(Stored data entries)

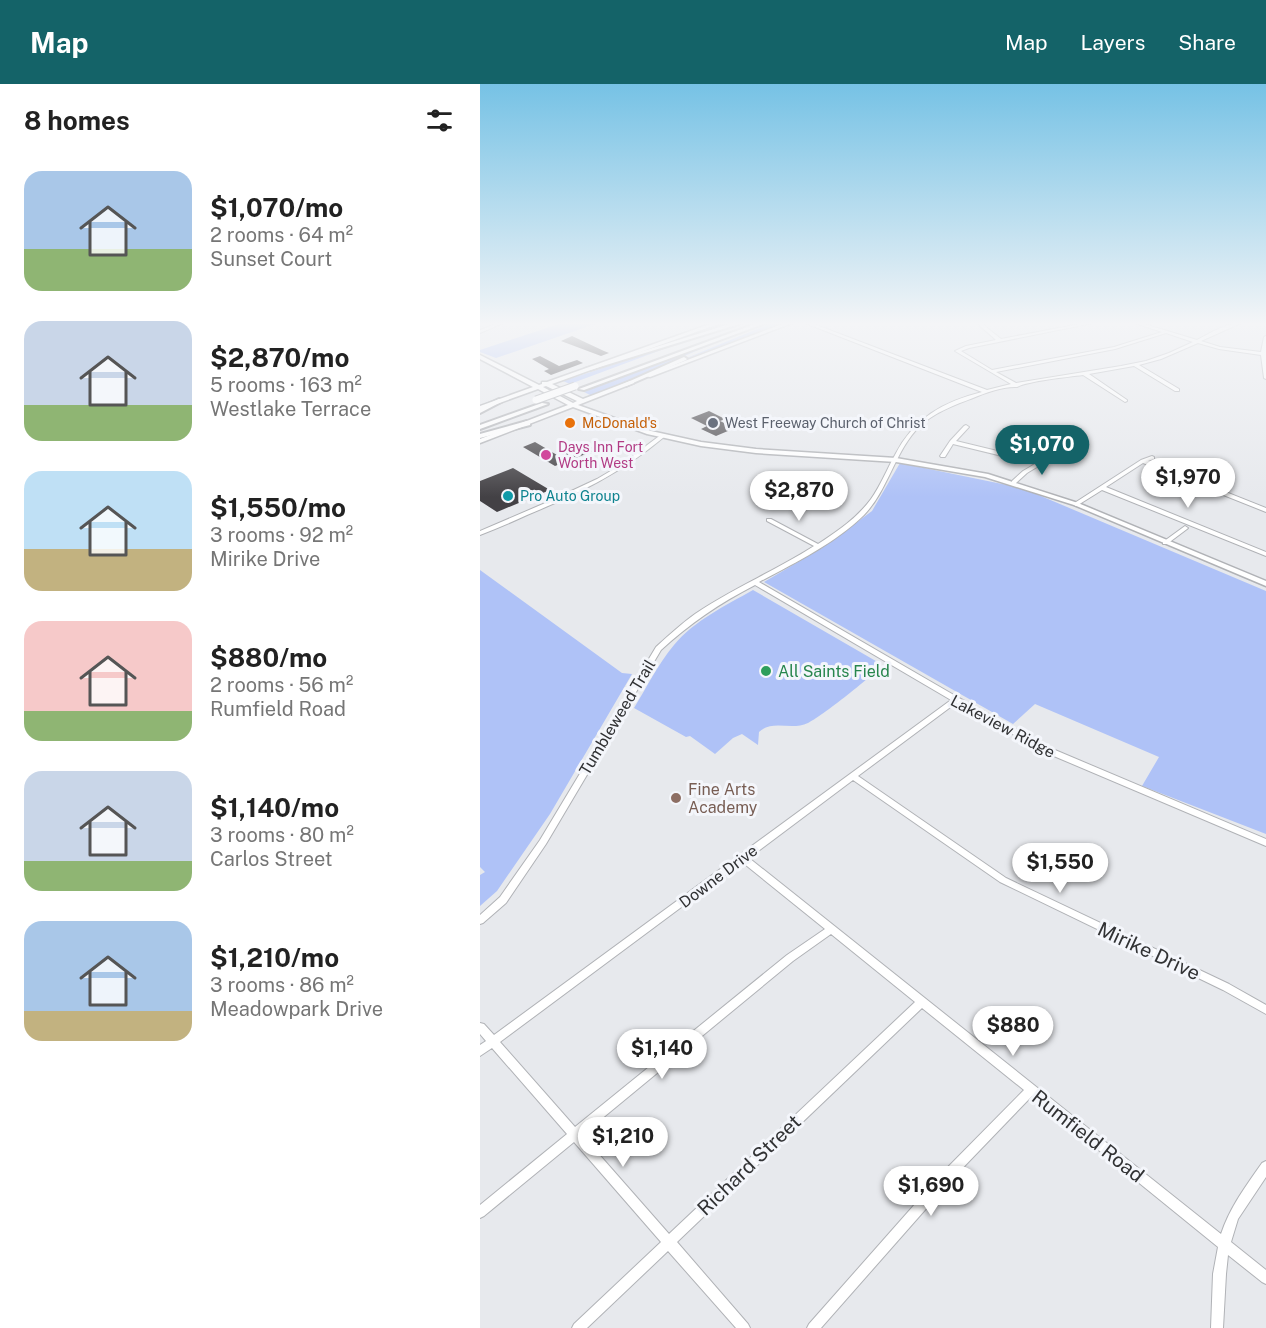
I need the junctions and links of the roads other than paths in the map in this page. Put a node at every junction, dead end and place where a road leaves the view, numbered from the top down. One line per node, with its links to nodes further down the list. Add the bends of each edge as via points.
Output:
1 (526, 381): 16 (main road)
2 (538, 381): 13 (main road)
3 (555, 381): 13 (main road)
4 (596, 381): 17 (highway)
5 (598, 381): 17 (highway)
6 (633, 381): 14 (highway)
7 (635, 381): 14 (main road)
8 (959, 381): 19 (street)
9 (1009, 381): 15 (street)
10 (1045, 381): 15 (street, Tumbleweed Trail)
11 (1095, 381): 21 (street)
12 (1162, 381): 18 (street)
13 (547, 384): 16 (main road); 23 (main road)
14 (624, 385): 23 (main road)
15 (1017, 386): 19 (street, Tumbleweed Trail)
16 (538, 387): 20 (main road); 24 (main road)
17 (578, 388): 22 (highway)
18 (1177, 390)
19 (988, 392): 37 (street, Tumbleweed Trail, via 927,417 912,431)
20 (499, 401): 25 (highway)
21 (1125, 401)
22 (540, 402): 26 (highway); 28 (highway)
23 (583, 404): 24 (main road); 31 (main road, via 614,421)
24 (573, 405): 27 (main road)
25 (480, 410)
26 (480, 420)
27 (527, 423): 30 (highway); 32 (main road)
28 (480, 427)
29 (966, 427): 33 (street)
30 (480, 436)
31 (662, 436): 37 (main road, via 756,452); 46 (street, via 579,489)
32 (480, 441)
33 (952, 442): 35 (street); 39 (street)
34 (1057, 453): 39 (street)
35 (943, 456)
36 (1152, 458): 38 (street)
37 (896, 460): 40 (main road); 48 (street, Tumbleweed Trail, via 875,498 848,525)
38 (1143, 461): 41 (street); 43 (street)
39 (1039, 463): 40 (street)
40 (1014, 482): 42 (main road)
41 (1102, 488): 42 (street); 49 (street)
42 (1076, 504): 47 (main road)
43 (1266, 510)
44 (769, 520): 48 (street)
45 (1185, 528): 47 (street)
46 (480, 533)
47 (1165, 543): 51 (main road)
48 (818, 546): 50 (street, Tumbleweed Trail)
49 (1266, 554)
50 (754, 582): 52 (street, Lakeview Ridge); 56 (street, Tumbleweed Trail, via 697,615 658,649 537,851 503,900)
51 (1266, 584)
52 (956, 700): 53 (street, Downe Drive); 54 (street, Lakeview Ridge, via 1080,765)
53 (852, 776): 55 (street, Downe Drive); 59 (street, Mirike Drive, via 1003,880)
54 (1266, 843)
55 (743, 858): 57 (street, Rumfield Road); 61 (street, Downe Drive)
56 (480, 920)
57 (831, 930): 58 (street, Rumfield Road); 64 (street, via 790,958)
58 (922, 1002): 63 (street, Rumfield Road); 67 (street, Richard Street)
59 (1266, 1010)
60 (480, 1027): 61 (street)
61 (493, 1042): 62 (street, Downe Drive); 64 (street)
62 (480, 1051)
63 (1030, 1090): 68 (street, Rumfield Road); 72 (street, via 950,1173)
64 (573, 1133): 66 (street); 67 (street)
65 (1266, 1167): 68 (street, via 1232,1220)
66 (480, 1212)
67 (669, 1242): 70 (street, Richard Street); 71 (street)
68 (1224, 1243): 69 (street, Rumfield Road); 73 (street)
69 (1266, 1278)
70 (578, 1328)
71 (744, 1328)
72 (813, 1328)
73 (1217, 1328)

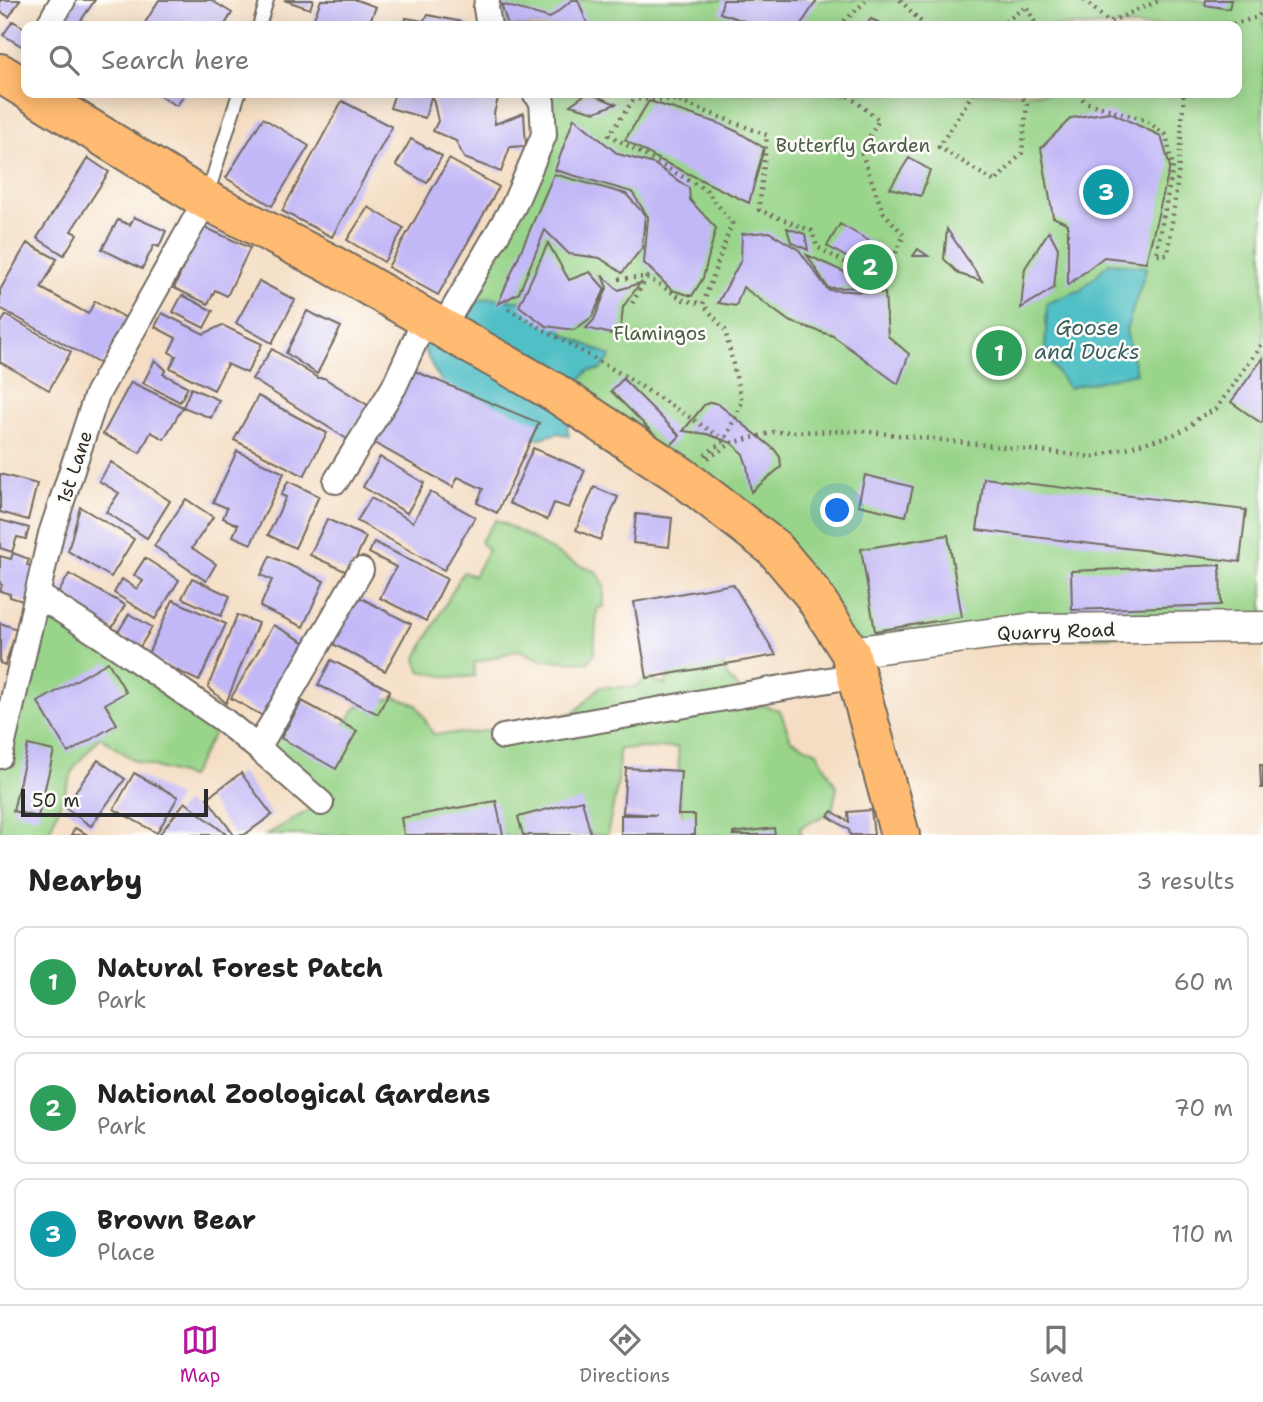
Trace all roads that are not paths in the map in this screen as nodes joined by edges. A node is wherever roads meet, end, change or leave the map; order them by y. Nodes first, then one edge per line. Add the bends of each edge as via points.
1 (63, 0) edge
2 (267, 0) edge
3 (487, 0) edge
4 (51, 21) edge
5 (261, 21) edge
6 (488, 21) edge
7 (48, 98) edge
8 (237, 98) edge
9 (539, 98) edge
10 (206, 200) junction
11 (433, 324) junction
12 (335, 481) dead end
13 (362, 570) dead end
14 (38, 595) junction
15 (1263, 627) edge
16 (853, 663) junction
17 (503, 737) dead end
18 (258, 748) junction
19 (0, 756) edge
20 (321, 803) dead end
21 (900, 835) edge

1 - 4 street
2 - 5 lane
3 - 6 street
7 - 10 main road
8 - 10 lane
9 - 11 street via 544,135 514,205
10 - 11 main road via 327,262
10 - 14 street, 1st Lane via 97,394 51,534
11 - 12 street
11 - 16 main road via 554,393 680,475 774,548 812,593
13 - 18 street
14 - 18 street
14 - 19 street, 1st Lane
15 - 16 street, Quarry Road via 1027,629
16 - 17 street
16 - 21 main road
18 - 20 street

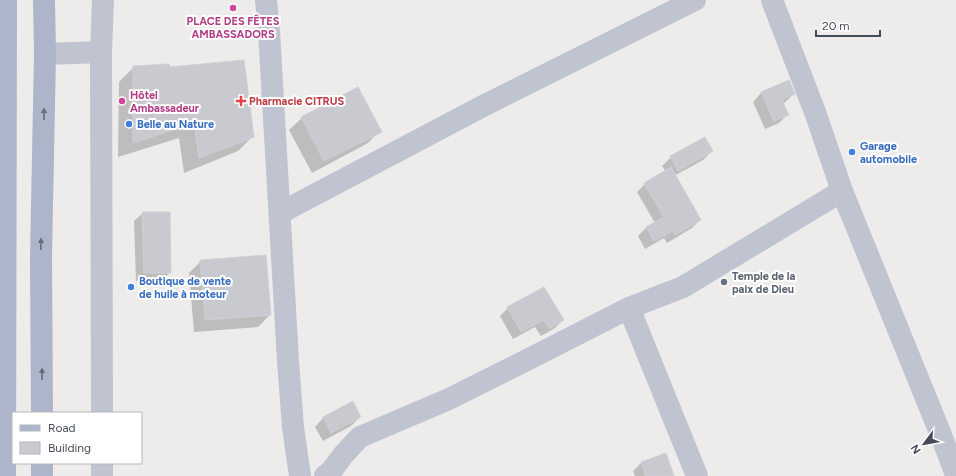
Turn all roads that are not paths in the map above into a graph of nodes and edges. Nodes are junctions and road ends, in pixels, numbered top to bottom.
1 (6, 0) edge
2 (44, 0) edge
3 (103, 0) edge
4 (266, 0) edge
5 (695, 0) edge
6 (772, 0) edge
7 (101, 52) junction
8 (45, 54) junction
9 (842, 191) junction
10 (280, 213) junction
11 (629, 308) junction
12 (42, 412) edge
13 (102, 412) edge
14 (949, 431) edge
15 (42, 464) edge
16 (102, 464) edge
17 (956, 475) edge
18 (5, 476) edge
19 (42, 476) edge
20 (102, 476) edge
21 (300, 476) edge
22 (325, 476) edge
23 (697, 476) edge

1 - 18 main road
2 - 8 main road
3 - 7 street
4 - 10 street
5 - 10 street
6 - 9 street
7 - 8 street
7 - 13 street
12 -> 8 main road
9 - 11 street
9 - 14 street
10 - 21 street
11 - 22 street
11 - 23 street
14 - 17 street
15 - 19 main road
16 - 20 street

## What is needed
Count the lines in the records above that hold the word "each", and give only that number.

## Solution
2